**Problem to solve:** Scan the lines below for the string "roads" and copy every one that has it.

**Data provided:**
________________
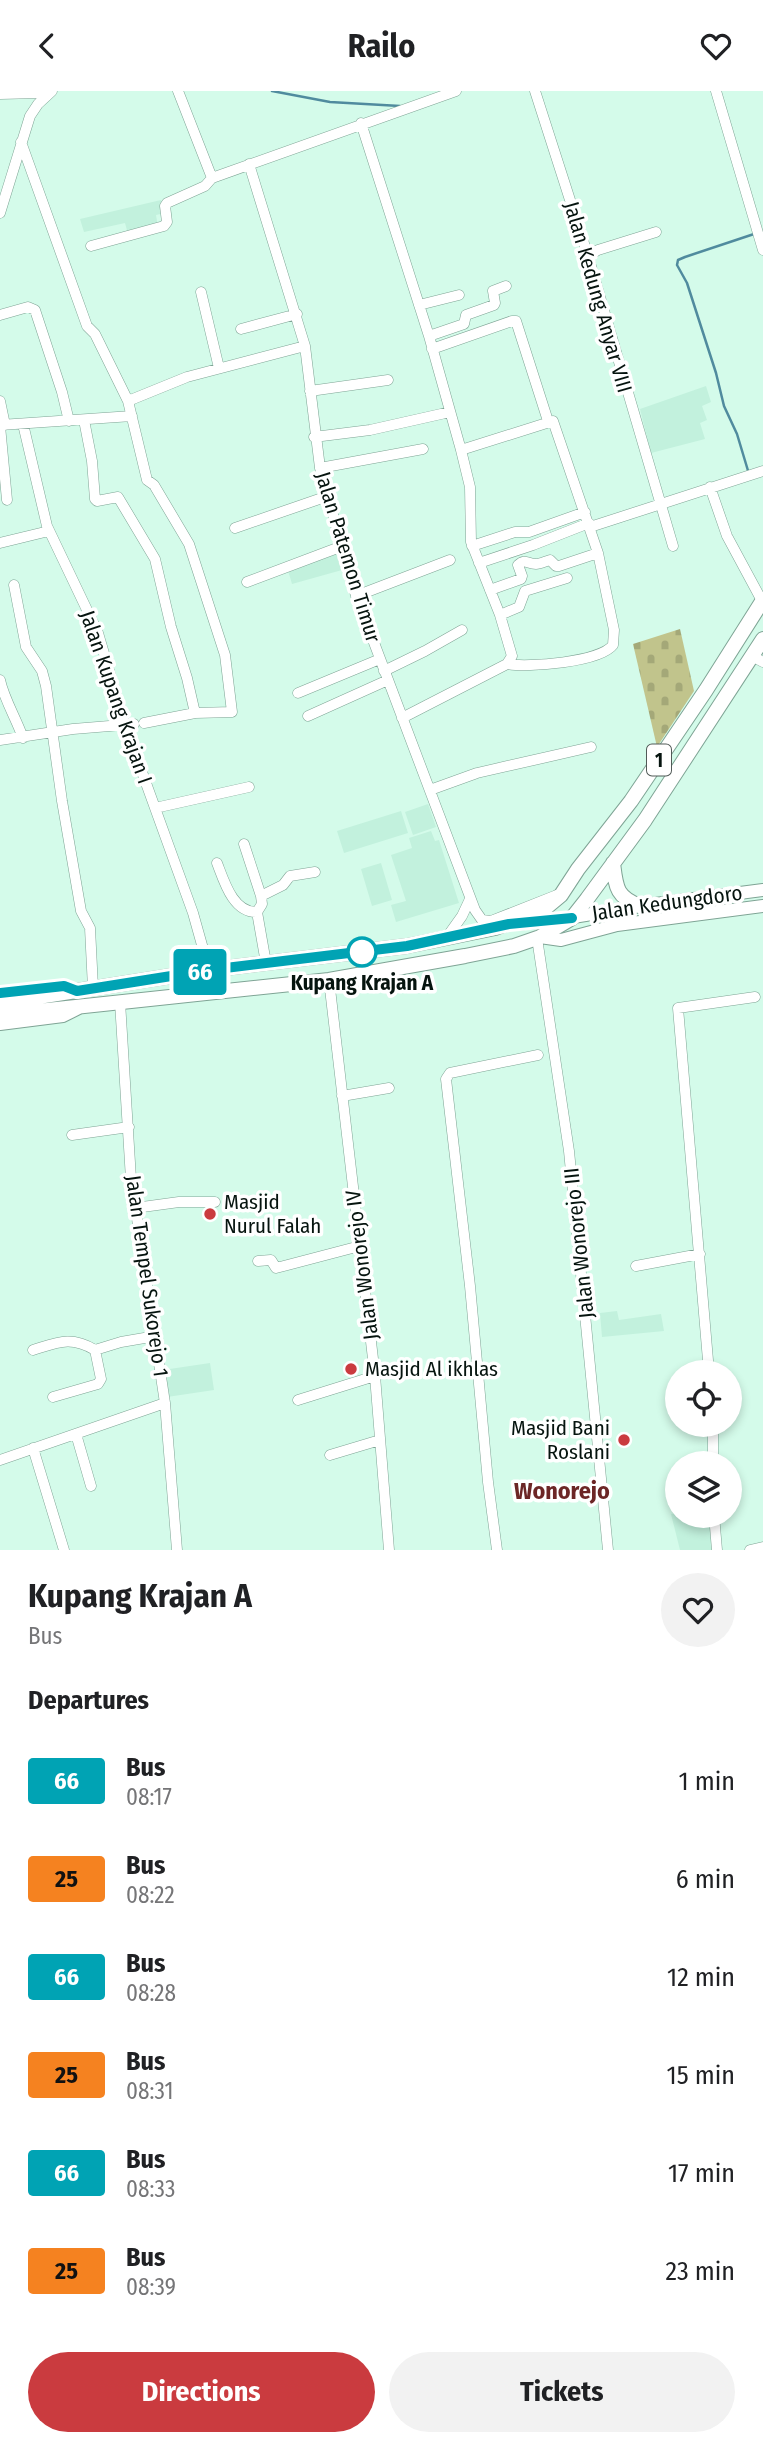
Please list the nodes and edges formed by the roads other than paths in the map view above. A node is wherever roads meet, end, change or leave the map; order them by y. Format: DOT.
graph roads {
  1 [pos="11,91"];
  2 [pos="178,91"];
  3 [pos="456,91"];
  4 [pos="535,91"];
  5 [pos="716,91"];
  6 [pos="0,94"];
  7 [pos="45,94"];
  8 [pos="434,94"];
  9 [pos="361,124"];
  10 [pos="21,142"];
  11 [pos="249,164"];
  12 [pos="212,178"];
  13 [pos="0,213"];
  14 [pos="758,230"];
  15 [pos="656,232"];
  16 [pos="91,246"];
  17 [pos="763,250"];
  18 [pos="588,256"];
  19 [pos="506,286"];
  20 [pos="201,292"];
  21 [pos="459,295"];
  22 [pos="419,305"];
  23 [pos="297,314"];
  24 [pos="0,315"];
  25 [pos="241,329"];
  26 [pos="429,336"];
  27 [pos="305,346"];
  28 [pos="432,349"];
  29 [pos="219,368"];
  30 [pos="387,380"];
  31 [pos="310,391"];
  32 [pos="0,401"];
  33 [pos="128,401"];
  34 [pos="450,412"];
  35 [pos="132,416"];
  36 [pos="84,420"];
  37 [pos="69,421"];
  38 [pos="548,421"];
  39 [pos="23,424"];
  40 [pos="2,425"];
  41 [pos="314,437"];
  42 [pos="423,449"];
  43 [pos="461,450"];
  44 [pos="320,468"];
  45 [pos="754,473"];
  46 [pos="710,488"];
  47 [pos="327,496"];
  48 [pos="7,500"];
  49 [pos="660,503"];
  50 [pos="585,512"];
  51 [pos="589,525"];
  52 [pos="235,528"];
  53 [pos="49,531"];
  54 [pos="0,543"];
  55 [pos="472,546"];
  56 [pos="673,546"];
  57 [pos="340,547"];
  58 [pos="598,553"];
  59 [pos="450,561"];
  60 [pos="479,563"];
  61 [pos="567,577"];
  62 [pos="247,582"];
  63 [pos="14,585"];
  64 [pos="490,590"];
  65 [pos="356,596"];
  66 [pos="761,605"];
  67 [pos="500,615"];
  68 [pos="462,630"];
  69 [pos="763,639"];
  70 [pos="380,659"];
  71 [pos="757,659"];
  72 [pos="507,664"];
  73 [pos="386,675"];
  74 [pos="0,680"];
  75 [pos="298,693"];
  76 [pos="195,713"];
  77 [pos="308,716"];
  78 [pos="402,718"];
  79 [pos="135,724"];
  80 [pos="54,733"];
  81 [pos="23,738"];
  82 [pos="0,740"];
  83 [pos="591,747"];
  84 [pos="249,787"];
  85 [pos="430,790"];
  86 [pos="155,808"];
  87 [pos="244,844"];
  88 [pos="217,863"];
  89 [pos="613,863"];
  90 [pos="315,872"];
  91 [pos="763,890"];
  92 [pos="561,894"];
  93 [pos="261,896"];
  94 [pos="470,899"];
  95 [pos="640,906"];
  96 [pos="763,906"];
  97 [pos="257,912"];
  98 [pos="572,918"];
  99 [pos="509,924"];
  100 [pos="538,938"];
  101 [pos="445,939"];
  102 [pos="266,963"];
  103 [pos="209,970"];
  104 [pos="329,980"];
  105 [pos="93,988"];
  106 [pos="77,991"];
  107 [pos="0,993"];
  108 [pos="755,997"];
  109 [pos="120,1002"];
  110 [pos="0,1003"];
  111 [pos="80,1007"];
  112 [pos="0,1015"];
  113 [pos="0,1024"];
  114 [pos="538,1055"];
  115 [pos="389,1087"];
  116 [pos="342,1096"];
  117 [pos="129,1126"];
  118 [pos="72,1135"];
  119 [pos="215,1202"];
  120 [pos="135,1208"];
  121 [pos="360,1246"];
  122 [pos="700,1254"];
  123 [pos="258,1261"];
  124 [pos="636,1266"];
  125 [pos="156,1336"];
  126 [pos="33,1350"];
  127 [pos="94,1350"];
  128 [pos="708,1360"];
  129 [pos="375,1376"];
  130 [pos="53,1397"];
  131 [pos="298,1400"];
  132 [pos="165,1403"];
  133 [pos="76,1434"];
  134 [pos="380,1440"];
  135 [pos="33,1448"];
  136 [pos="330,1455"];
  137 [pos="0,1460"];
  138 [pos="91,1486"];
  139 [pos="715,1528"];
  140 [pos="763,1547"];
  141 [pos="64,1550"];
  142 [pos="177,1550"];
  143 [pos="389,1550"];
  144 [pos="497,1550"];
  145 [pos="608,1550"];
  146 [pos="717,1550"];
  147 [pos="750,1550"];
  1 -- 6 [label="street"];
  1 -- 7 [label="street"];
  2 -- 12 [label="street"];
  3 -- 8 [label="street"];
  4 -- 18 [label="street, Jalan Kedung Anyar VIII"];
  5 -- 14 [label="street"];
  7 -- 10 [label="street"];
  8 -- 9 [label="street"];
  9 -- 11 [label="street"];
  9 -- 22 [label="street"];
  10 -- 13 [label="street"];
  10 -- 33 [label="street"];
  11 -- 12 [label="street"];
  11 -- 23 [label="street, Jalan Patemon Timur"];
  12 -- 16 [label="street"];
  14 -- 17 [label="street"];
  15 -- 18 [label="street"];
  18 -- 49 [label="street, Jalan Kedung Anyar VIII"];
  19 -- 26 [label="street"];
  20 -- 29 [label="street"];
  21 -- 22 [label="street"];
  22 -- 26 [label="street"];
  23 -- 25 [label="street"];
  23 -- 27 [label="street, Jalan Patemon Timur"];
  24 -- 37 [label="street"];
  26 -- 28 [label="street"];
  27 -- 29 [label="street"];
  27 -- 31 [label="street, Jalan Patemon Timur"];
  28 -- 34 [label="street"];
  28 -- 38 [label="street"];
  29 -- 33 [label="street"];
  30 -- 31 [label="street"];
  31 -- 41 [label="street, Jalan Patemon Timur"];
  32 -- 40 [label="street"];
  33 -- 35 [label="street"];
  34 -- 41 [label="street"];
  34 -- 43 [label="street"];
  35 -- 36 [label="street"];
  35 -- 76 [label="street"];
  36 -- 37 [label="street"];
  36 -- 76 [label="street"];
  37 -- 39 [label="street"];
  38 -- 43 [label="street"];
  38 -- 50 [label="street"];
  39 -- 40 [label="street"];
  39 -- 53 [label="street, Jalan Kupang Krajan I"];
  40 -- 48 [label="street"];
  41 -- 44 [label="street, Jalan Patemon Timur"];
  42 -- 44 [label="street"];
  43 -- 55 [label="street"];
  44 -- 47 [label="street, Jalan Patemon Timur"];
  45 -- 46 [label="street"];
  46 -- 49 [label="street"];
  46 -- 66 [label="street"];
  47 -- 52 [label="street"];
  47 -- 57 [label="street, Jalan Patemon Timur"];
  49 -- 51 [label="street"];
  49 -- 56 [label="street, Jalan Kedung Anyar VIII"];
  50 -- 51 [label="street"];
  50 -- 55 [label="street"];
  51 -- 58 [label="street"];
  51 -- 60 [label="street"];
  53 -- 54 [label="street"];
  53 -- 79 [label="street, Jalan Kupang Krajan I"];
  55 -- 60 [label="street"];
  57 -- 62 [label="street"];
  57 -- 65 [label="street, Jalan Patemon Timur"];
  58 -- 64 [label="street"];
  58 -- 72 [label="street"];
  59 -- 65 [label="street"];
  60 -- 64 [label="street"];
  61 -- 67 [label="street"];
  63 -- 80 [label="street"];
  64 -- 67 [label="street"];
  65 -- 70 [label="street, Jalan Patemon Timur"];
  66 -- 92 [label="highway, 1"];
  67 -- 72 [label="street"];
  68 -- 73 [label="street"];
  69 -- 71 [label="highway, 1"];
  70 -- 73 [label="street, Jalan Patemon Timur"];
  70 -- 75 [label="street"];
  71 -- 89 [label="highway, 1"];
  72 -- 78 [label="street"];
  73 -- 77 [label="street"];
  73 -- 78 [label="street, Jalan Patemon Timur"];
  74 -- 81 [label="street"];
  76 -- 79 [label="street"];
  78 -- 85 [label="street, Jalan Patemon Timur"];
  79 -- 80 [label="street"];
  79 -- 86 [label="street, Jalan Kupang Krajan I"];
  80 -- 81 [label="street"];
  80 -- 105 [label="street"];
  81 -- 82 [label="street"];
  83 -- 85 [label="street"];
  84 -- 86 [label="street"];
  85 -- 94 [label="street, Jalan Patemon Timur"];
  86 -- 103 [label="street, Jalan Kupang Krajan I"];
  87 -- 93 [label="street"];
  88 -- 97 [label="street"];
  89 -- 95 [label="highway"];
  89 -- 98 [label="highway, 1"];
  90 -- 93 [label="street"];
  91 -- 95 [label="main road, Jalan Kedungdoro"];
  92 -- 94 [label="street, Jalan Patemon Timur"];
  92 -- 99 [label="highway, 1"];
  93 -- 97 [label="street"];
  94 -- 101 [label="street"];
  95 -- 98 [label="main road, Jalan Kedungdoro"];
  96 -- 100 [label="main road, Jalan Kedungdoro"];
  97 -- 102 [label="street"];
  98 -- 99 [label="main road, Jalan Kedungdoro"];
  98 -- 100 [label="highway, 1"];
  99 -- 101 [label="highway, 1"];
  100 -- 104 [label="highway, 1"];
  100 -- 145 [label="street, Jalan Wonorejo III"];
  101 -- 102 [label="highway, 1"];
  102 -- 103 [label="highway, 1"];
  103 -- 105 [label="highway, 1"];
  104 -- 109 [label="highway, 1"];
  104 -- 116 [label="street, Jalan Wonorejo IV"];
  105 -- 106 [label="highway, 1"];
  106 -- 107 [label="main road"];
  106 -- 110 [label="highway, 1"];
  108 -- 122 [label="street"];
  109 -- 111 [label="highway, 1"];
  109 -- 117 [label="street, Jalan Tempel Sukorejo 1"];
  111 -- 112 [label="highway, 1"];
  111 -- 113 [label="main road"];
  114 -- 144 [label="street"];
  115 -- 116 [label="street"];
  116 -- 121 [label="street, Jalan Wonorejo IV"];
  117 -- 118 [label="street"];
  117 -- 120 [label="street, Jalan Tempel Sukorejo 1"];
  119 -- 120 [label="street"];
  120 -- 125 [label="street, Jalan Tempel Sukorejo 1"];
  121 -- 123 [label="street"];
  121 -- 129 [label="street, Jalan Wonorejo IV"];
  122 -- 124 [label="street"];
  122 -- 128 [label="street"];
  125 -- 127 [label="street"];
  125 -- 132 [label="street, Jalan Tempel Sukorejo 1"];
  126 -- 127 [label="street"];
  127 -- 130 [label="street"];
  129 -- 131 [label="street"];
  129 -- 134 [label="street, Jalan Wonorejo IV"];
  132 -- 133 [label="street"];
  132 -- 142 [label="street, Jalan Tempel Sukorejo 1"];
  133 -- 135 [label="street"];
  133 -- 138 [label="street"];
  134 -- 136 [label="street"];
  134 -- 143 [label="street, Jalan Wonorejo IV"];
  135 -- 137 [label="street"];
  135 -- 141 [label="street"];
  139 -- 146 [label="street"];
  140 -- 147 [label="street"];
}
________________
**Task result:**
Please list the nodes and edges formed by the roads other than paths in the map view above. A node is wherever roads meet, end, change or leave the map; order them by y. Format: DOT.
graph roads {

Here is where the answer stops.